Anyone wanna chime in here with what a turbo R&R costs if you can't get it done under warranty? Or the associated turbo plumbing?....That was the main basis of the decision...along with the wet clutches on the DSG (my trans of choice since it shifts better than I do and I"ve driven some very hi strung manual trans cars and thought I was pretty smooth). The serious $$'s in the cost of long term (not 3 and out lease here) is in the maintenance expenses, not the fuel cost of premium vs regular!


----------



## BuddyWh (Nov 11, 2006)

*Re: Is the 2.5 reliable? (spitpilot)*


_Quote, originally posted by *spitpilot* »_
Hmmmm strange that eveyone jumped on the last phrase of my post about fuel cost and no one spoke to "added complexity and problem areas..." of turbo motors. ....

Hey! really...don't read so much into my comment! it really was just meant as a stupid joke!
If I WAS to jump in for serious...I WOULD agree with your concerns about turbo's. I know VW has kinda lead the way to main-streaming them with 'better' reliability. But even so, they are problems I just don't want, and the history of them has shown this is true. I want basic reliabilty, or extremely simple repariability. That's exactly what the VW beetle was about...and the first gen Rabbit.
I don't think VW can get back to it like that (emmissions and safety makes it impossible) but I think the 2.5l gets a lot closer than the 2.0t and I'm confident that experience will prove it to be true. At least, for the basic engine internals...motor accessories (like water pump, SAI pump, alternator, etc.)
are another matter. 


_Modified by BuddyWh at 3:00 PM 9-7-2008_


----------



## SinisterMind (Feb 27, 2004)

*Re: Is the 2.5 reliable? (BuddyWh)*

When I'm shopping for cars for my wife I have to consider that she's not a car person. She wants a nice car that goes from point A to B. Turbo engines need more care and I'm not going to buy a turbo car for her. She is known for quick accelerations on a cold engine during winter. I cringe when she does that and remind her not to do that. The I5 is quick and seems to be reliable so far.


----------



## shipo (Jan 3, 2006)

*Re: Is the 2.5 reliable? (SinisterMind)*


_Quote, originally posted by *SinisterMind* »_Turbo engines need more care and I'm not going to buy a turbo car for her.

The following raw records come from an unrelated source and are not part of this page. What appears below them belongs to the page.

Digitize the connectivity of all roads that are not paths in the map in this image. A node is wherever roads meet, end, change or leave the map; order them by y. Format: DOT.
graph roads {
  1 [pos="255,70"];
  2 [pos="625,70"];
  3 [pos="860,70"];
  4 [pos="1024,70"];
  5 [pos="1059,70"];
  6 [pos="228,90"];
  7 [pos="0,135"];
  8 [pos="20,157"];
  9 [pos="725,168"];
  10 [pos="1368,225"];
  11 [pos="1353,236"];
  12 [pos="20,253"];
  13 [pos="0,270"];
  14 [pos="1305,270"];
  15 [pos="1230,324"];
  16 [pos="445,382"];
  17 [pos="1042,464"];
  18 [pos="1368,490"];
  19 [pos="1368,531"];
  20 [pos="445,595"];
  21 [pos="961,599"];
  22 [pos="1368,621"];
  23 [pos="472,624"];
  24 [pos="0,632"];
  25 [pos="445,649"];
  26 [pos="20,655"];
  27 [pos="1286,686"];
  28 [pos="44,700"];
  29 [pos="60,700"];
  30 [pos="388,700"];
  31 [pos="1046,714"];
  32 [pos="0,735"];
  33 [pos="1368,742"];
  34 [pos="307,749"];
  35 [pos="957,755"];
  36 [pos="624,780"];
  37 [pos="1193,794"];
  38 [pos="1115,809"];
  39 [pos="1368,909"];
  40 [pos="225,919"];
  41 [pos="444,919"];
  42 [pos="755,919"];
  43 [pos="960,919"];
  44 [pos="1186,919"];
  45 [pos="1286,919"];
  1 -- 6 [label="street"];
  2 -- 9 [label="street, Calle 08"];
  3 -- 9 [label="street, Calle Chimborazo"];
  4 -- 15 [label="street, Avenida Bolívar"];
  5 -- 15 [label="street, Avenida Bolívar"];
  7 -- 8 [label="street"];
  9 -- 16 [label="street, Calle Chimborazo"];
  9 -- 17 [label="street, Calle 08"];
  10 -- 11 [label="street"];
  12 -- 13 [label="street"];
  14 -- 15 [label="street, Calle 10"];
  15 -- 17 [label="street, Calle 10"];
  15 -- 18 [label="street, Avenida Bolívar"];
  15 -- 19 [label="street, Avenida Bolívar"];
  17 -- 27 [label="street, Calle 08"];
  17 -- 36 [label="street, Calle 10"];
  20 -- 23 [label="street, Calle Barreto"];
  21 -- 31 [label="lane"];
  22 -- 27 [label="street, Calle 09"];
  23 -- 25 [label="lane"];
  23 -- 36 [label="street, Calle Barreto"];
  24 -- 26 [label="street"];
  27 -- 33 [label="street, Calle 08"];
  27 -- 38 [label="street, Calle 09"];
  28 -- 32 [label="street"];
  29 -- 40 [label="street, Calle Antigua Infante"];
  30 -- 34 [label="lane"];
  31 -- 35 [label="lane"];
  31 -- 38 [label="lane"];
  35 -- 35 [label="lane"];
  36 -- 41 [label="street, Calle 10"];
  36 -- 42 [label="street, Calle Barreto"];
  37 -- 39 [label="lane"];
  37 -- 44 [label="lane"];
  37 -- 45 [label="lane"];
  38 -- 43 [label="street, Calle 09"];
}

Ya know? I've heard that repeated so many times that it seems to have become a "truth". That said, properly maintained, a turbocharger on a modern engine should easily last as long as the engine itself.
Said another way, ten years from now it is my bet that if we look back on the 2009 Jetta vs. GLI and Rabbit vs. GTI, we'll see virtually no difference in engine maintenance between the TSI and the I-5 motors (assuming that both engines are left stock). That said, at least in the case of those who drive manual transmissions, it seems an odds-on-bet that the folks with the I-5 will see many-many more gearbox failures.


----------



## Fitz Ingarage (Aug 25, 2008)

*Re: Is the 2.5 reliable? (shipo)*

< That said, at least in the case of those who drive manual transmissions, it seems an odds-on-bet that the folks with the I-5 will see many-many more gearbox failures. >
Yikes. Is there something about the VW 5-Speed I need to know about?


----------



## uglybaby (Mar 19, 2006)

I'll let you know my feeling on 2.5 reliability in a couple of days. My JSW (one week old) just went into the shop with what sounds like bad timing chain guides to me (12v anyone?). Also a check engine light for 2 evap leaks that has the tech foreman puzzled. Wish me luck.


----------



## shipo (Jan 3, 2006)

*Re: Is the 2.5 reliable? (Fitz Ingarage)*

Over in the MKV forums there are any number of discussions about case failures of the 5-Speed manual transmission. I've yet to see a single issue with the 6-Speed unit, and I'm wondering if the difference is the fact that the transmission in the GTI uses two different final drive gear sets.


----------



## BuddyWh (Nov 11, 2006)

*Re: (uglybaby)*


_Quote, originally posted by *uglybaby* »_I'll let you know my feeling on 2.5 reliability in a couple of days. My JSW (one week old) just went into the shop with what sounds like bad timing chain guides to me (12v anyone?). Also a check engine light for 2 evap leaks that has the tech foreman puzzled. Wish me luck.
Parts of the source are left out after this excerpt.